### GOAL OF THE EXERCISE
Among the entries below, find the line with "ring mcp: (338, 391)", then quote it and each following line up to and including the line with "ring pip: (684, 327)", and nothing else.
■ ■ ■ ■
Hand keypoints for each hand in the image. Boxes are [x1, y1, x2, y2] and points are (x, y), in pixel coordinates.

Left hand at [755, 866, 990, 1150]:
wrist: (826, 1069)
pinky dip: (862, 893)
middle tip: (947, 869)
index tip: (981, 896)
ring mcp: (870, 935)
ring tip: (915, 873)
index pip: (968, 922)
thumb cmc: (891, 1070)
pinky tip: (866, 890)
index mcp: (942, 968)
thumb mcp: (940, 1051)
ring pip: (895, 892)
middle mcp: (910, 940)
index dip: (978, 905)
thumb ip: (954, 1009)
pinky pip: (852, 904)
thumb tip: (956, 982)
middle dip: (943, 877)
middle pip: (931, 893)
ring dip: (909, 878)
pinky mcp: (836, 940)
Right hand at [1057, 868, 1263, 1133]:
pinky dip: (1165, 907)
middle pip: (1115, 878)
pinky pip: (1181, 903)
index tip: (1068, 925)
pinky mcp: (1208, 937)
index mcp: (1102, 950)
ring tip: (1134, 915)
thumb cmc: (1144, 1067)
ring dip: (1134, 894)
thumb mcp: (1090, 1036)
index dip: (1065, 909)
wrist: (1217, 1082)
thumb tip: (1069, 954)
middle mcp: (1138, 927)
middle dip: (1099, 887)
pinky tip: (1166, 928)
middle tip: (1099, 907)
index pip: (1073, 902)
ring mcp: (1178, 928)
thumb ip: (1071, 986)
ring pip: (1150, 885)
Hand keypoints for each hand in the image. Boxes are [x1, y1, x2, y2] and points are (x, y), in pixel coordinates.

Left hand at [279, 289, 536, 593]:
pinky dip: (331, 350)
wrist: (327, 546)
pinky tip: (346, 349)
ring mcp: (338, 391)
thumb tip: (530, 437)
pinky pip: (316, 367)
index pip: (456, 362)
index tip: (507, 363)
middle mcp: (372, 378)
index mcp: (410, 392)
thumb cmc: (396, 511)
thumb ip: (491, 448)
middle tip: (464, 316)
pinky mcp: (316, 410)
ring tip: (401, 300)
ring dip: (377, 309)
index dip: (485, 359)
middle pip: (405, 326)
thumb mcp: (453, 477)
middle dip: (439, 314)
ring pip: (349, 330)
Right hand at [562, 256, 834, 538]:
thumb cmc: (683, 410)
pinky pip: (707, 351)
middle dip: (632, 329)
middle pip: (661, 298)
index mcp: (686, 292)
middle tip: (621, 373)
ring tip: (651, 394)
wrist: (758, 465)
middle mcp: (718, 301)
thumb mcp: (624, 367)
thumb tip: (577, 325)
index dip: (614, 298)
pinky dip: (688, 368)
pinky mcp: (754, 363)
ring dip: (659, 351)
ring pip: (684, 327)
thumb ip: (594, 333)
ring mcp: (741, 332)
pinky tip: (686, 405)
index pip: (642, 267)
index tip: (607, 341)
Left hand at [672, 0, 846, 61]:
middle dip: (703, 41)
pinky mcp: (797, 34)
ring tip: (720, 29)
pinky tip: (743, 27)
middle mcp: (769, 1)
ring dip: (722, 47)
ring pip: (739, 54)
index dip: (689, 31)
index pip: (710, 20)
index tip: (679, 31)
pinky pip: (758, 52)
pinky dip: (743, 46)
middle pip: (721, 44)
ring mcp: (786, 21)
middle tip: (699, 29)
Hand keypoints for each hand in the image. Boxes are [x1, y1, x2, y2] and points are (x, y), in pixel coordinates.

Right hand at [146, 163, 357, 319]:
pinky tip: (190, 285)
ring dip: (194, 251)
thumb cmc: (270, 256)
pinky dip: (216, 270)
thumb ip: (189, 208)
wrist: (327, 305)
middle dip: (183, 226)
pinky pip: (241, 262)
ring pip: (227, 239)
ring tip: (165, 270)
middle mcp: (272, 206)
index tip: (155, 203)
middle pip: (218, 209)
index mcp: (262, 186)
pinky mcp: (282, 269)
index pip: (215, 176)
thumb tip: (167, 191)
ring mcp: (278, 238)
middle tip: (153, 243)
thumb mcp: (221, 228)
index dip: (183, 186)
■ ■ ■ ■
### RESPONSE BELOW
ring mcp: (338, 391)
thumb tip: (530, 437)
pinky pip: (316, 367)
index pip: (456, 362)
index tip: (507, 363)
middle mcp: (372, 378)
index mcp: (410, 392)
thumb cmc: (396, 511)
thumb ip: (491, 448)
middle tip: (464, 316)
pinky mcp: (316, 410)
ring tip: (401, 300)
ring dip: (377, 309)
index dip: (485, 359)
middle pip: (405, 326)
thumb mcp: (453, 477)
middle dip: (439, 314)
ring pip: (349, 330)
Right hand at [562, 256, 834, 538]:
thumb cmc: (683, 410)
pinky pip: (707, 351)
middle dip: (632, 329)
middle pip: (661, 298)
index mcp: (686, 292)
middle tip: (621, 373)
ring tip: (651, 394)
wrist: (758, 465)
middle mcp: (718, 301)
thumb mcp: (624, 367)
thumb tip: (577, 325)
index dip: (614, 298)
pinky dip: (688, 368)
pinky mcp: (754, 363)
ring dip: (659, 351)
ring pip: (684, 327)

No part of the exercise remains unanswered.